Practically, it’s making sure I eat foods that are going to nourish me. Being mindful of my choices: making sure I’ve moved my body and sat down. For a long time, I just focused on the meditation part of life. But the body is holistic, it needs to be moved and exercised. So, some days I’ll do yoga, some days I’ll go for a run or go boxing. Listening to my body in that way is really important, but then also making sure I prioritize two things. One is my [mindfulness] practice; 10 minutes is my absolute minimum. But I hope, usually, to get about 30 minutes of practice a day. And I’ll also prioritize friendship. I think the power of social connection, be it online or offline—we can’t undervalue it anymore. And I think friendship is just as important as meditation or mindfulness. A good, wholesome friendship is really beneficial.
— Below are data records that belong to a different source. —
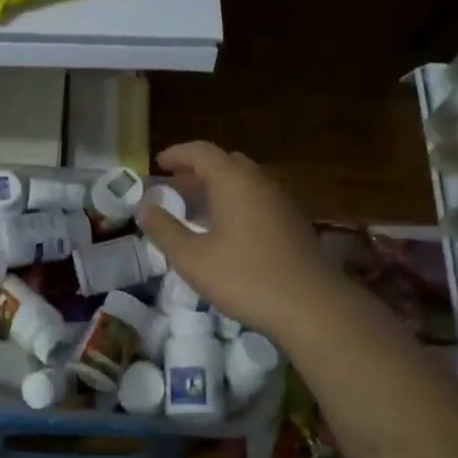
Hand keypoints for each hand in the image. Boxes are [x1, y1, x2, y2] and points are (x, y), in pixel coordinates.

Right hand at [137, 142, 340, 342]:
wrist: (311, 305)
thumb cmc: (245, 277)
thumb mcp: (192, 258)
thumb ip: (165, 229)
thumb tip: (145, 207)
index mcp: (232, 180)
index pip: (201, 151)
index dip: (177, 154)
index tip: (158, 163)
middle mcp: (259, 181)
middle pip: (225, 162)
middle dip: (197, 170)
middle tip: (175, 186)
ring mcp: (280, 200)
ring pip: (244, 180)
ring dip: (218, 186)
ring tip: (196, 207)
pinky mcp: (293, 221)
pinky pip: (258, 198)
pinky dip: (236, 201)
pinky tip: (227, 229)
For someone who's just maybe dipping their toes into mindfulness for the first time, where do you suggest they start?
I actually tell them that they have already been mindful in their life—they just didn’t know that at that moment they were being mindful. The example I’ll usually give is for runners. There’s a moment within the run when you hit a flow state and the mind gets really quiet. You are smelling the aromas, you’re really in tune with your legs, you’re seeing greenery, you’re taking things in. Provided you haven’t got music blasting or you’re talking to someone else, that is a very mindful experience. And then there’s cooking, and then there’s making love, and then there’s having a deep and meaningful conversation. These are very similar experiences to the informal practice of mindfulness, which is present-moment awareness with curiosity and compassion.
Then there’s the formal practice of mindfulness. I think it’s tremendously beneficial to give yourself five to 10 minutes every day to just be present to your experience. And I always say to do five to 10 minutes a day, as opposed to 30 minutes once a week, because it’s so rare in our day-to-day life that we actually stop and turn inward and reflect. And give ourselves one thing to focus on, as opposed to a million things to focus on. There are a whole host of health benefits that I could rattle off about that, and I think it’s ad nauseam to actually say that, because I feel like I’m selling something. But the best sales pitch is that most people are missing their life; they’re missing the moments of their life. It can feel like we’re on a hamster wheel that we can’t get off, and mindfulness allows us to stop for a moment. Be our body. And when we’re doing that, we can connect with other people, as well, in a very authentic way.
Is there anything else you’d like to share?
There are very different styles of practice that one can use these days. I think Open is really great at bringing people in, either through yoga or breathwork, and then having them realize that this experience of mindfulness is accessible through multiple different ways—including connection, friendship. For anyone brand-new, I say to just get curious about what feels right for them: what’s exciting for them, and what do they love to do? That can be the gateway to mindfulness.
This interview has been edited and condensed for clarity.